### SUPPLIED DATA
+++

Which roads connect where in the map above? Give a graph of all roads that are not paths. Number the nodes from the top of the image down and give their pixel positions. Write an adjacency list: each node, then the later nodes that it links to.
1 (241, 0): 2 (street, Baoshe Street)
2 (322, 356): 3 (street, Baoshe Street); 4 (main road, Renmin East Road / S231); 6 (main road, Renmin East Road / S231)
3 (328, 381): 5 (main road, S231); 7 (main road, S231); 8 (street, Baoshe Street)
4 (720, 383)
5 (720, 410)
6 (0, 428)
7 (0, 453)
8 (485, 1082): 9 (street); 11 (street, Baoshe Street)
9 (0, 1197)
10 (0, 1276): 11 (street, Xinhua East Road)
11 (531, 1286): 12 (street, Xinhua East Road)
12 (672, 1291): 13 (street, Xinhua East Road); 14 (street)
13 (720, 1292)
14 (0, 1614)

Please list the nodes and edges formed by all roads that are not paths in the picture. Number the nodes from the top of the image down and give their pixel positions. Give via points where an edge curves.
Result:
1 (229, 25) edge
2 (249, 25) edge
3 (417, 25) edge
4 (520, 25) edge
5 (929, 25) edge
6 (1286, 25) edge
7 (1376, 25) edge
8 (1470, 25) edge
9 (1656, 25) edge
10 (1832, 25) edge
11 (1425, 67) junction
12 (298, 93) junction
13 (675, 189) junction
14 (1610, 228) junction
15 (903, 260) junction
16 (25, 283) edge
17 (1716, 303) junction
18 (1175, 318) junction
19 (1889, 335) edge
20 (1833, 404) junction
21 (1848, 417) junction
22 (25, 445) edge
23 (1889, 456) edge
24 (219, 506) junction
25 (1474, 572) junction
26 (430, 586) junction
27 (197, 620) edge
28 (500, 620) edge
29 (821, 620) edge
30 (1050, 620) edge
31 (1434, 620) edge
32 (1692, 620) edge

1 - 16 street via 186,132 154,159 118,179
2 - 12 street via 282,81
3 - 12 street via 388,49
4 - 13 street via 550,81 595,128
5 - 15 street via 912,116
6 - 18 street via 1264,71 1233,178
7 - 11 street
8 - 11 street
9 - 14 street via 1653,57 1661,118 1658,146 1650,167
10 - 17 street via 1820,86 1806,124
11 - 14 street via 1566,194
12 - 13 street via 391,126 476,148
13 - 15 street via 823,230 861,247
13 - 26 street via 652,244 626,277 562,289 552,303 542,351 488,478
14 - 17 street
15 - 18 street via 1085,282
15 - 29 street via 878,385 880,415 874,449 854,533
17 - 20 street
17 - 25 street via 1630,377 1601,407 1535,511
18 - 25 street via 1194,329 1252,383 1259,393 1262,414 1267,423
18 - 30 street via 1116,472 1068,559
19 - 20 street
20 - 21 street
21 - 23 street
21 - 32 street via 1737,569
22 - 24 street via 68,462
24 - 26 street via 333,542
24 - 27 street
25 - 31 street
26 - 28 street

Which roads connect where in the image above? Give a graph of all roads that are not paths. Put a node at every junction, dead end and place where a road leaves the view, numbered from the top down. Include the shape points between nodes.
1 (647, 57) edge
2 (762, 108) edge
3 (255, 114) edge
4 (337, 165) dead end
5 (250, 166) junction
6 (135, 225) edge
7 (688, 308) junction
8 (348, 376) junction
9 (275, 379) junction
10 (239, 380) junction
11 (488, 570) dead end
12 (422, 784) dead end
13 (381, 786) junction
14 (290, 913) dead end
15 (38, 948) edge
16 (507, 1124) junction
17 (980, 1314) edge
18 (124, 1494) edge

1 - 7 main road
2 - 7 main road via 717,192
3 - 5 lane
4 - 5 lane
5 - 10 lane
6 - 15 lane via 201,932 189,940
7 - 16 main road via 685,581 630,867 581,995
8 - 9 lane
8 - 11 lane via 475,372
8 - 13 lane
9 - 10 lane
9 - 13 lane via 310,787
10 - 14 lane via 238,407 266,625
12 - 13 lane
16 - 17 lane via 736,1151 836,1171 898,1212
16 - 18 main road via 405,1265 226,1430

+++

### YOUR TASK
Output the data exactly, so that every line matches the original.

### ANSWER
Which roads connect where in the map above? Give a graph of all roads that are not paths. Number the nodes from the top of the image down and give their pixel positions. Write an adjacency list: each node, then the later nodes that it links to.
1 (241, 0): 2 (street, Baoshe Street)
2 (322, 356): 3 (street, Baoshe Street); 4 (main road, Renmin East Road / S231); 6 (main road, Renmin East Road / S231)
3 (328, 381): 5 (main road, S231); 7 (main road, S231); 8 (street, Baoshe Street)
4 (720, 383)
5 (720, 410)
6 (0, 428)
7 (0, 453)
8 (485, 1082): 9 (street); 11 (street, Baoshe Street)
9 (0, 1197)
10 (0, 1276): 11 (street, Xinhua East Road)
11 (531, 1286): 12 (street, Xinhua East Road)
12 (672, 1291): 13 (street, Xinhua East Road); 14 (street)
13 (720, 1292)
14 (0, 1614)

Please list the nodes and edges formed by all roads that are not paths in the picture. Number the nodes from the top of the image down and give their pixel positions. Give via points where an edge curves.
Result:
1 (229, 25) edge
2 (249, 25) edge
3 (417, 25) edge
4 (520, 25) edge
5 (929, 25) edge
6 (1286, 25) edge
7 (1376, 25) edge
8 (1470, 25) edge
9 (1656, 25) edge
10 (1832, 25) edge
11 (1425, 67) junction
12 (298, 93) junction
13 (675, 189) junction
14 (1610, 228) junction
15 (903, 260) junction
16 (25, 283) edge
17 (1716, 303) junction
18 (1175, 318) junction
19 (1889, 335) edge
20 (1833, 404) junction
21 (1848, 417) junction
22 (25, 445) edge
23 (1889, 456) edge
24 (219, 506) junction
25 (1474, 572) junction
26 (430, 586) junction
27 (197, 620) edge
28 (500, 620) edge
29 (821, 620) edge
30 (1050, 620) edge
31 (1434, 620) edge
32 (1692, 620) edge

1 - 16 street via 186,132 154,159 118,179
2 - 12 street via 282,81
3 - 12 street via 388,49
4 - 13 street via 550,81 595,128
5 - 15 street via 912,116
6 - 18 street via 1264,71 1233,178
7 - 11 street
8 - 11 street
9 - 14 street via 1653,57 1661,118 1658,146 1650,167
10 - 17 street via 1820,86 1806,124
11 - 14 street via 1566,194
12 - 13 street via 391,126 476,148
13 - 15 street via 823,230 861,247
13 - 26 street via 652,244 626,277 562,289 552,303 542,351 488,478
14 - 17 street
15 - 18 street via 1085,282
15 - 29 street via 878,385 880,415 874,449 854,533
17 - 20 street
17 - 25 street via 1630,377 1601,407 1535,511
18 - 25 street via 1194,329 1252,383 1259,393 1262,414 1267,423
18 - 30 street via 1116,472 1068,559
19 - 20 street
20 - 21 street
21 - 23 street
21 - 32 street via 1737,569
22 - 24 street via 68,462
24 - 26 street via 333,542
24 - 27 street
25 - 31 street
26 - 28 street

Which roads connect where in the image above? Give a graph of all roads that are not paths. Put a node at every junction, dead end and place where a road leaves the view, numbered from the top down. Include the shape points between nodes.
1 (647, 57) edge
2 (762, 108) edge
3 (255, 114) edge
4 (337, 165) dead end
5 (250, 166) junction
6 (135, 225) edge
7 (688, 308) junction
8 (348, 376) junction
9 (275, 379) junction
10 (239, 380) junction
11 (488, 570) dead end
12 (422, 784) dead end
13 (381, 786) junction
14 (290, 913) dead end
15 (38, 948) edge
16 (507, 1124) junction
17 (980, 1314) edge
18 (124, 1494) edge

1 - 7 main road
2 - 7 main road via 717,192
3 - 5 lane
4 - 5 lane
5 - 10 lane
6 - 15 lane via 201,932 189,940
7 - 16 main road via 685,581 630,867 581,995
8 - 9 lane
8 - 11 lane via 475,372
8 - 13 lane
9 - 10 lane
9 - 13 lane via 310,787
10 - 14 lane via 238,407 266,625
12 - 13 lane
16 - 17 lane via 736,1151 836,1171 898,1212
16 - 18 main road via 405,1265 226,1430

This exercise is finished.